For that I would like to create shards/routing based on geohash.
(Suggestion: Sharding of geo_points)

The documentation does not contain example how to do sharding based on geohash.

Can you help me what is the problem with the example below?

Mapping:

{
	"settings" : {
		"number_of_shards" : 10,
		"number_of_replicas" : 0
	},
	
	
	"mappings" : {
        "transaction" : {
            "_routing" : {
                "required" : true,
                "path" : "location.geohash"
            },
		    "properties" : {
		        "_all" : {"enabled" : true},
		        "brand" : { "type":"String"},
		        "location" : { 
		            "type":"geo_point", 
		            "lat_lon":true,  
		            "geohash":true, 
		            "geohash_prefix":true, 
		            "geohash_precision": "50km" 
		        },
		        "value" : { "type":"float"},
		        "time" : { "type":"date" , "format":"YYYY-MM-dd HH:mm:ss"  }
		    }
	    }
	}
}

Cannot insert a document:

{
    "brand" : "Tesco",
    "location" : {
        "lat" : 30,
        "lon" : 30
    },
    "amount": 10
}

The error message says:

{
  "error": "RoutingMissingException[routing is required for [shopping]/[transaction]/[null]]",
  "status": 400
}

The documentation says, that ElasticSearch is able to "extract routing automatically" from the document.

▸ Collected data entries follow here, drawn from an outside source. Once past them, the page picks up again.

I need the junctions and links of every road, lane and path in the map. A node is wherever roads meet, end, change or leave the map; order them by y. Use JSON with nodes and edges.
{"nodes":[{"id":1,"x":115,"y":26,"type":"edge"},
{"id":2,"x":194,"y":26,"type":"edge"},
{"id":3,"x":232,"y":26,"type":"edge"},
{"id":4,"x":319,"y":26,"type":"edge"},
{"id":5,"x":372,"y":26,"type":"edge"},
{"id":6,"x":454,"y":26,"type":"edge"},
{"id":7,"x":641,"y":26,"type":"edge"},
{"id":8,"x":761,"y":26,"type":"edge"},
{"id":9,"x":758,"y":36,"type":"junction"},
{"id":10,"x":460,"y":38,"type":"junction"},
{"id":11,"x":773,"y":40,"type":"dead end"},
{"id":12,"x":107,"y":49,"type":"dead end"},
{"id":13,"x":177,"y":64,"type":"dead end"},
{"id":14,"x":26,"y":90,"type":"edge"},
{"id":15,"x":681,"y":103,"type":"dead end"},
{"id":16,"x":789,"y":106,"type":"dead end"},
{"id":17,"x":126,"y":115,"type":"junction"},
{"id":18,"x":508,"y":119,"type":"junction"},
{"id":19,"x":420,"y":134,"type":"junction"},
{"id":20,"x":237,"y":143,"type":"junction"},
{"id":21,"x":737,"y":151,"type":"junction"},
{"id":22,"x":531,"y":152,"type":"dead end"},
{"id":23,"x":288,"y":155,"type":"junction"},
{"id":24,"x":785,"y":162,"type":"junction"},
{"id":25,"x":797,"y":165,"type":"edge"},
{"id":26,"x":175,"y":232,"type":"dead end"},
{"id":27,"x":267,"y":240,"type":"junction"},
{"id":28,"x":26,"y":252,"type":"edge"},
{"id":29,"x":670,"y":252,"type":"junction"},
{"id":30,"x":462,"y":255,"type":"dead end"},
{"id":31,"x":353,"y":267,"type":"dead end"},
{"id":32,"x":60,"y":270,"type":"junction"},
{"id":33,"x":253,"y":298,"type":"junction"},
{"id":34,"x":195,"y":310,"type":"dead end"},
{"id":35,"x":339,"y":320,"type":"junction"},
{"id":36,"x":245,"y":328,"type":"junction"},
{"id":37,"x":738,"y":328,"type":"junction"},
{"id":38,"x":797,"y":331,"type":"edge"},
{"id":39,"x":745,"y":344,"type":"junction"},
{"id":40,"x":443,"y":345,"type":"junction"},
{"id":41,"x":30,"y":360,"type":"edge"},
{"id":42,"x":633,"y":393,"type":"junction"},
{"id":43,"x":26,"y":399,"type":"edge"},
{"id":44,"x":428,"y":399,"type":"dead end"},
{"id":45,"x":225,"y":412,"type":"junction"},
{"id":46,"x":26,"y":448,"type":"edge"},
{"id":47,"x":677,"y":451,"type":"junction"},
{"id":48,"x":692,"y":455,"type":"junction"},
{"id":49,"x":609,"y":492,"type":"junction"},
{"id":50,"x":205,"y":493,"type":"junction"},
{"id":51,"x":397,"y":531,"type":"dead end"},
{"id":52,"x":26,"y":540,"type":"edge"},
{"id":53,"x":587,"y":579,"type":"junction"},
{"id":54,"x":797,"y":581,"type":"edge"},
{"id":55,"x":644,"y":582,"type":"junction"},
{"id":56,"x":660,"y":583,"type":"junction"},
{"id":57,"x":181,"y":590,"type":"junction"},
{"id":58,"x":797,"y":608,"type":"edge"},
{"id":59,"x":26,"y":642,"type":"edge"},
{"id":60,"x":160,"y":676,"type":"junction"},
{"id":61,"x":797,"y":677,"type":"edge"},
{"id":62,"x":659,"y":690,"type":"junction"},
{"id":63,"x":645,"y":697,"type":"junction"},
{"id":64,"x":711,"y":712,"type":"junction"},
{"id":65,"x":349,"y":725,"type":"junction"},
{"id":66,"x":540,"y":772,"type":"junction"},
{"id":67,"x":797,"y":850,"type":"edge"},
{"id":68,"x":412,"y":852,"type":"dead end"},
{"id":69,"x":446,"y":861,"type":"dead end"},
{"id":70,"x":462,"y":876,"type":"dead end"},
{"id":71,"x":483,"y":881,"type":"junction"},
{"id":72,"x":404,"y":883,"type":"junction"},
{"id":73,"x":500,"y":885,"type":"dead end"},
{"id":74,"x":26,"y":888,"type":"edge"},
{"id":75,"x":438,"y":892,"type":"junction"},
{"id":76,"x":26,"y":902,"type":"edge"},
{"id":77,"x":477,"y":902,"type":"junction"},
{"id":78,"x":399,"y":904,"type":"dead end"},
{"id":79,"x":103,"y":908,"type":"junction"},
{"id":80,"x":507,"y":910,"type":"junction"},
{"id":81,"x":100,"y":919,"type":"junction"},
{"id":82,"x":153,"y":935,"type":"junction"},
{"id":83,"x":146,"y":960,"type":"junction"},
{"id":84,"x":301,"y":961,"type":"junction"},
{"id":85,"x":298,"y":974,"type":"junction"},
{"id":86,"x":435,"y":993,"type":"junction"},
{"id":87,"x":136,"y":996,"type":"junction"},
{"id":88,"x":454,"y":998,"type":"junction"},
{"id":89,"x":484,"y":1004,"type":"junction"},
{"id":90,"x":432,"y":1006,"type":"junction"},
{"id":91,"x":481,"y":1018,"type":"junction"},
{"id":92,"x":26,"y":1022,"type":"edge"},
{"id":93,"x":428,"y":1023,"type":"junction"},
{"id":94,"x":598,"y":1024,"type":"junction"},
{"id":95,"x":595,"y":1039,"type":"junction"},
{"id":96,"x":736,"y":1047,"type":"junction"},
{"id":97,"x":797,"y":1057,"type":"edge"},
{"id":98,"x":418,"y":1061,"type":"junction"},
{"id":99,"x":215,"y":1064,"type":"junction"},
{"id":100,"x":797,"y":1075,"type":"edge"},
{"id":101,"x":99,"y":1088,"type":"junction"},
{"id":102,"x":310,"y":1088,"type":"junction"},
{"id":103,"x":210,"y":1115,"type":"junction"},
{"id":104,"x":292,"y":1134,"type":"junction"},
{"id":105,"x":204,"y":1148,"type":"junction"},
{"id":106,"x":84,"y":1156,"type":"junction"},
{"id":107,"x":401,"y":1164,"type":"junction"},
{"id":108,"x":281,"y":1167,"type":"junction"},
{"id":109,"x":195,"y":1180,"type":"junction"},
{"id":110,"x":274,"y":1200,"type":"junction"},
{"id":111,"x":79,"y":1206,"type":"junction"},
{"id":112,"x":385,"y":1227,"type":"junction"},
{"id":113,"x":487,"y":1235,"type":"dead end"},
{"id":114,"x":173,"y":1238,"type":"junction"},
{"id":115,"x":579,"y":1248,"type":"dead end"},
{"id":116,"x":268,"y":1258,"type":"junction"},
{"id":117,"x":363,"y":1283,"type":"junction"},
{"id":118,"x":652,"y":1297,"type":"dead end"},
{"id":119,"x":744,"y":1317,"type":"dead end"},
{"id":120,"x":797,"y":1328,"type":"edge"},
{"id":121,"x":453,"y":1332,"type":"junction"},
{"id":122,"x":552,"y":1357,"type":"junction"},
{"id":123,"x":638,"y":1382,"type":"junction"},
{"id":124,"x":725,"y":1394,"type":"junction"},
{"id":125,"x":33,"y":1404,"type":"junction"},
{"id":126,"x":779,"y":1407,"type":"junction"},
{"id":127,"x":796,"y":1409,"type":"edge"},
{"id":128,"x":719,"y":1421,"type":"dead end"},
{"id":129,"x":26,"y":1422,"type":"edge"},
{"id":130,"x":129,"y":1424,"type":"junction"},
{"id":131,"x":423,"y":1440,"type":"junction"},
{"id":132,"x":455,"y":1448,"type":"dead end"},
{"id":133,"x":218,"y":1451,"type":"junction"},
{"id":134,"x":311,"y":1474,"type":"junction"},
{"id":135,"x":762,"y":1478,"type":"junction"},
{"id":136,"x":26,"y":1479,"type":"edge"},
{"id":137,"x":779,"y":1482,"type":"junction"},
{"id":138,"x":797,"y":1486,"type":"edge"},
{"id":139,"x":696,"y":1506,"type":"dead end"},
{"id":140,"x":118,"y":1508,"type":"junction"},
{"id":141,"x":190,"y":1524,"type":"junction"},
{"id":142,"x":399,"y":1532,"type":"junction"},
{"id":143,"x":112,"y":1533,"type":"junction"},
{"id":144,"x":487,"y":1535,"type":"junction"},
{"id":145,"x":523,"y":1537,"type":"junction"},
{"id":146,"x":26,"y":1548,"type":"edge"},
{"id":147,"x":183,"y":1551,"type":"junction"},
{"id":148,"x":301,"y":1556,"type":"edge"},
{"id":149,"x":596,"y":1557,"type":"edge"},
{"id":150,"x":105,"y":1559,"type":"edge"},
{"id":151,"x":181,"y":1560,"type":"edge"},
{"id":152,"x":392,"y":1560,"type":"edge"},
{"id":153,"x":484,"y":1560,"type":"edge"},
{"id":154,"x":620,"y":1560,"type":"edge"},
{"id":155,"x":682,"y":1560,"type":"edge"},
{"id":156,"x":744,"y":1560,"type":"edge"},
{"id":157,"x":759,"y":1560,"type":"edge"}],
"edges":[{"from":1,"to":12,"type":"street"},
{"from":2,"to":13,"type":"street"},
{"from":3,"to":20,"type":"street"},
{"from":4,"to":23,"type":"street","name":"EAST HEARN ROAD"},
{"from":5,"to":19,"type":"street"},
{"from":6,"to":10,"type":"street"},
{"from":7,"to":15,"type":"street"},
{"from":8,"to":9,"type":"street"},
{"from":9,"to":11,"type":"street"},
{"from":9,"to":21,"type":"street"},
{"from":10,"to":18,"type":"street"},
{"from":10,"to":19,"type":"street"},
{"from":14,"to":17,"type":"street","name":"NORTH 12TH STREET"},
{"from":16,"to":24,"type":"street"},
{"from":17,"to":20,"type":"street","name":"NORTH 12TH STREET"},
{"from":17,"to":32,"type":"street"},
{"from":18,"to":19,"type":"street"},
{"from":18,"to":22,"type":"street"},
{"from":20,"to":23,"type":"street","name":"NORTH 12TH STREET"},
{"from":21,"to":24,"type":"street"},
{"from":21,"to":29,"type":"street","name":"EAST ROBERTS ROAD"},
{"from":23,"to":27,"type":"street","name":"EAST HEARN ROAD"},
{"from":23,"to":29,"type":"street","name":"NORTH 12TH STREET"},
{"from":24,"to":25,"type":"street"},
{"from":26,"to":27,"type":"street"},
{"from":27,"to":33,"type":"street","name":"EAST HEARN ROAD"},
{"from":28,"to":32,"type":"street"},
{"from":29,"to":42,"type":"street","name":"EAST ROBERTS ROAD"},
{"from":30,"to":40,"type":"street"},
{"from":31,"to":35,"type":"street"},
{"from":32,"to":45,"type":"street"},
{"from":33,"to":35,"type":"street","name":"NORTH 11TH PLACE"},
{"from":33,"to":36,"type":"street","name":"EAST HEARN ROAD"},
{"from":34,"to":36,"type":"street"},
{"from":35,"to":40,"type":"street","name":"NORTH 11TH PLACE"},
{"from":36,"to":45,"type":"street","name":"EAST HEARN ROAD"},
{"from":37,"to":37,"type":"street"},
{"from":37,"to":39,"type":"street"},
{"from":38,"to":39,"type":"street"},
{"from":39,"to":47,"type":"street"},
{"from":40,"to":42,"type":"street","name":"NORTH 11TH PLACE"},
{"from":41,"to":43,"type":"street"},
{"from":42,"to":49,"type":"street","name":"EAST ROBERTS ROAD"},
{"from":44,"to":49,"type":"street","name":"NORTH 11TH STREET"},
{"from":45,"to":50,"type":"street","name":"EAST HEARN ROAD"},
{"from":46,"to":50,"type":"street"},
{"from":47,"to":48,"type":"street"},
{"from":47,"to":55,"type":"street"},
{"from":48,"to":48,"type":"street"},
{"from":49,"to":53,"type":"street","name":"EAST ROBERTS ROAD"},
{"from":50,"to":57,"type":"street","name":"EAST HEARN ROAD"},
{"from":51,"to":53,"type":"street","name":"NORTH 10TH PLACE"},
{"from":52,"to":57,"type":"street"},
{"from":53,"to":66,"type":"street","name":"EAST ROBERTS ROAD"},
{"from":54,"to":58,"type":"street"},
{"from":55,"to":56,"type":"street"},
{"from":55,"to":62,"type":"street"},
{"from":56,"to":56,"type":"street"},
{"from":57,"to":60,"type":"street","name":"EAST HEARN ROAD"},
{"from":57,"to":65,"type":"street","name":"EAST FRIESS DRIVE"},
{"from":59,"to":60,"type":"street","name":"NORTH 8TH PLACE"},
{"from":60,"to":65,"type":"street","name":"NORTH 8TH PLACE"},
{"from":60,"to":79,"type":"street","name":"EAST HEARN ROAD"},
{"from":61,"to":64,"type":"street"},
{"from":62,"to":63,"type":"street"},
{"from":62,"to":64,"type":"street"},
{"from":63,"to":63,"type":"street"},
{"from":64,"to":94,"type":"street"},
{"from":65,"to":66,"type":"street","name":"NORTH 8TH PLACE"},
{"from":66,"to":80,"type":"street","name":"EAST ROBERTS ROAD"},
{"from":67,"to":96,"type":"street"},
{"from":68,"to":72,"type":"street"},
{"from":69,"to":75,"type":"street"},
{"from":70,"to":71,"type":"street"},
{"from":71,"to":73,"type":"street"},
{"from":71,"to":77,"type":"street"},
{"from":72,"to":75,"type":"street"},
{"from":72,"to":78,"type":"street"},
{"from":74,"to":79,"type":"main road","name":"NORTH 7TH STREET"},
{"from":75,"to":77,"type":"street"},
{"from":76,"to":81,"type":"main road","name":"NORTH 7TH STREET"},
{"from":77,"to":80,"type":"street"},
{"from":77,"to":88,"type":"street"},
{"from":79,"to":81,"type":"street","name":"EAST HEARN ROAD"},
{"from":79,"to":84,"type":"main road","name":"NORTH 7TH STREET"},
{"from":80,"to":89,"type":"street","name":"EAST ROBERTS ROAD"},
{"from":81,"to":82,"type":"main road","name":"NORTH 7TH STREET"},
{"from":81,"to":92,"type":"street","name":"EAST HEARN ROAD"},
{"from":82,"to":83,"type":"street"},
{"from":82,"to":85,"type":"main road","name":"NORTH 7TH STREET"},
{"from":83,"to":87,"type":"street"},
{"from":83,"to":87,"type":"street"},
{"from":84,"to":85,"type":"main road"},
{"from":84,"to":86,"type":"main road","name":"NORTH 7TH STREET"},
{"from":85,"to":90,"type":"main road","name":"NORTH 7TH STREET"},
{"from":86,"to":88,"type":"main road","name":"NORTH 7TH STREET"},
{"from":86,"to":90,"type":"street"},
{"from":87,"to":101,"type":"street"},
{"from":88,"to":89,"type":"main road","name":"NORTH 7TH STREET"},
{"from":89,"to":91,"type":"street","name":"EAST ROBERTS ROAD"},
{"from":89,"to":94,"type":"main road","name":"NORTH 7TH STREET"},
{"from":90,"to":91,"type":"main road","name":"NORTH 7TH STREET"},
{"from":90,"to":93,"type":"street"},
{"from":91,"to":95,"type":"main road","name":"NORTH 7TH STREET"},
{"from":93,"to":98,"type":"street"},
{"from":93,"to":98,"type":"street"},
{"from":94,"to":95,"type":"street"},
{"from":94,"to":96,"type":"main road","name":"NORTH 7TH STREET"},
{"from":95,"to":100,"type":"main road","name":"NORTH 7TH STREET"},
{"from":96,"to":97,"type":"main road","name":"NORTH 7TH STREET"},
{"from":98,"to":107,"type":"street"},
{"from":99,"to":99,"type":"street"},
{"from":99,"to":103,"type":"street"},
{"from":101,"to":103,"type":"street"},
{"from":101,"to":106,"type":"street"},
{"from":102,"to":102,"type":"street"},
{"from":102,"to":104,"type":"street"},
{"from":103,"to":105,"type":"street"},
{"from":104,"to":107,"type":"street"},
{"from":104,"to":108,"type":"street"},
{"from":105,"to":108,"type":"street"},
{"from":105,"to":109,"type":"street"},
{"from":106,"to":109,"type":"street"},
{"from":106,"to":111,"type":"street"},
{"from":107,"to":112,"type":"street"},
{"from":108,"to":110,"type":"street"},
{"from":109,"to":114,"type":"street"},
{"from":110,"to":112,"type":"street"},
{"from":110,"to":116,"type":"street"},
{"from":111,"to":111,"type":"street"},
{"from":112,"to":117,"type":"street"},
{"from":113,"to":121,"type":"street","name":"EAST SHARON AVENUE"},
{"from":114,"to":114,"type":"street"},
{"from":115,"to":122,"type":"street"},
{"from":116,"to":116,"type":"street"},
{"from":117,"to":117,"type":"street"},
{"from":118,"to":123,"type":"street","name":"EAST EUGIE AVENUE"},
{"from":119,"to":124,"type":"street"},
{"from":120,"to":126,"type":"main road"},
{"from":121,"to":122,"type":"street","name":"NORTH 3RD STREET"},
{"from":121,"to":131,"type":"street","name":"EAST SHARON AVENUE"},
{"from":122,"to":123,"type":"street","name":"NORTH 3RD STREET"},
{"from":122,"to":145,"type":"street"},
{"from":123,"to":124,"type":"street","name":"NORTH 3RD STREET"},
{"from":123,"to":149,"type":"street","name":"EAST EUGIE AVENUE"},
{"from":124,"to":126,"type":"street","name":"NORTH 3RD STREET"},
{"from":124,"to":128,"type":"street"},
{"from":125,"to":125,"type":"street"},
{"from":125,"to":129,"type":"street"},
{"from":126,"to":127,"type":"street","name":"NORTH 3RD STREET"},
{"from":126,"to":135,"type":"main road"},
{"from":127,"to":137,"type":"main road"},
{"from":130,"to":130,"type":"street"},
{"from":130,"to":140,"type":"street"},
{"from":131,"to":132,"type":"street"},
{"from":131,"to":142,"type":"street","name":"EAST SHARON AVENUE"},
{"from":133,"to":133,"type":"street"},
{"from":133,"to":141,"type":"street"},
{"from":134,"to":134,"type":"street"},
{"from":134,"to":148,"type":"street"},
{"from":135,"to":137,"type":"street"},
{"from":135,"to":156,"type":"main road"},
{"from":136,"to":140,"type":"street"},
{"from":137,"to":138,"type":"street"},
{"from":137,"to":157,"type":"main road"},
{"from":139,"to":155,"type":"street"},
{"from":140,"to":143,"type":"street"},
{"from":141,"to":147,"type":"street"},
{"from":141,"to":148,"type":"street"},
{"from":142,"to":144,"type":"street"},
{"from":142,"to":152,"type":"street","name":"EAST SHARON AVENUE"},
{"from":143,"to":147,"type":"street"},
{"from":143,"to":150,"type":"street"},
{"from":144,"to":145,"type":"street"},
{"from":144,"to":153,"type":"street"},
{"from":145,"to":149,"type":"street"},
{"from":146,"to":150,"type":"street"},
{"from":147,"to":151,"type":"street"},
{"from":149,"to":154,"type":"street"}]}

Please help how to do sharding/routing based on geohash correctly.

Thanks
Béla

While its true that Elasticsearch can extract routing values from a field in the document, it is not recommended as it requires the coordinating node (the node which receives your request) to parsed the entire document's JSON to find the routing value before it can route it to the correct shard where the document will be re-parsed to be indexed. This makes extracting the routing value from the document very inefficient and this functionality (extracting routing from the document) will actually be removed in the upcoming 2.0 release. Also, the routing value that is extracted is only the value you pass in your request not the tokenised value that will be indexed so even with this approach elasticsearch would not be able to calculate the geohash form the geo_point field in your document and use that as the routing value.

That said you can implement this approach by calculating the geohash in your application and passing that to Elasticsearch as the routing value (Elasticsearch will take any string value as the routing value). Some thoughts on this approach:

  • Routing values need to be picked carefully to avoid unbalanced shard size. If you route on a fixed geohash length (e.g. geohashes of length 4) you will be splitting the world into equal tiles, but these tiles will probably not contain equal number of documents because the density of transactions (it seems like your data is shopping transactions) is not the same in a remote town in Siberia as in London UK. Because of this the logic in your application that works would need to pick routing values which are longer geohashes for more densely populated tiles (in terms of number of transactions) and shorter geohashes for less densely populated tiles.
  • When you perform searches your application would need to pick the routing values intelligently too. You cannot simply pick the geohash that contains the point you are looking for as you may miss documents which are in the search area but not on the same routing tile. Your application would need to work out all the routing geohashes for the query area and pass all of these as a comma separated routing value to ensure all appropriate shards are searched. In practice this may actually end up including all shards for a proportional of your searches.

Hope this helps

Hi, I'm doing something similar, except I've decided to represent a square polygon on the map with an ID (e.g. 1, 2, 3, a, b, c etc). I've been noticing as I increase shard count, I see more collisions. Is there any advice on what kind of ID's I can use to ensure minimal or no collisions? For instance, given 48 shards, 4 shards have collisions and 4 shards are empty. It is my understanding ES uses DJB hash. However, I do not wish to generate ID's based on a specific hash function, as I know this function could change over time. Would UUID's work better in general than simply using sequential id's? Or is there something else I can do to minimize collisions? Thanks

What do you mean by collisions here?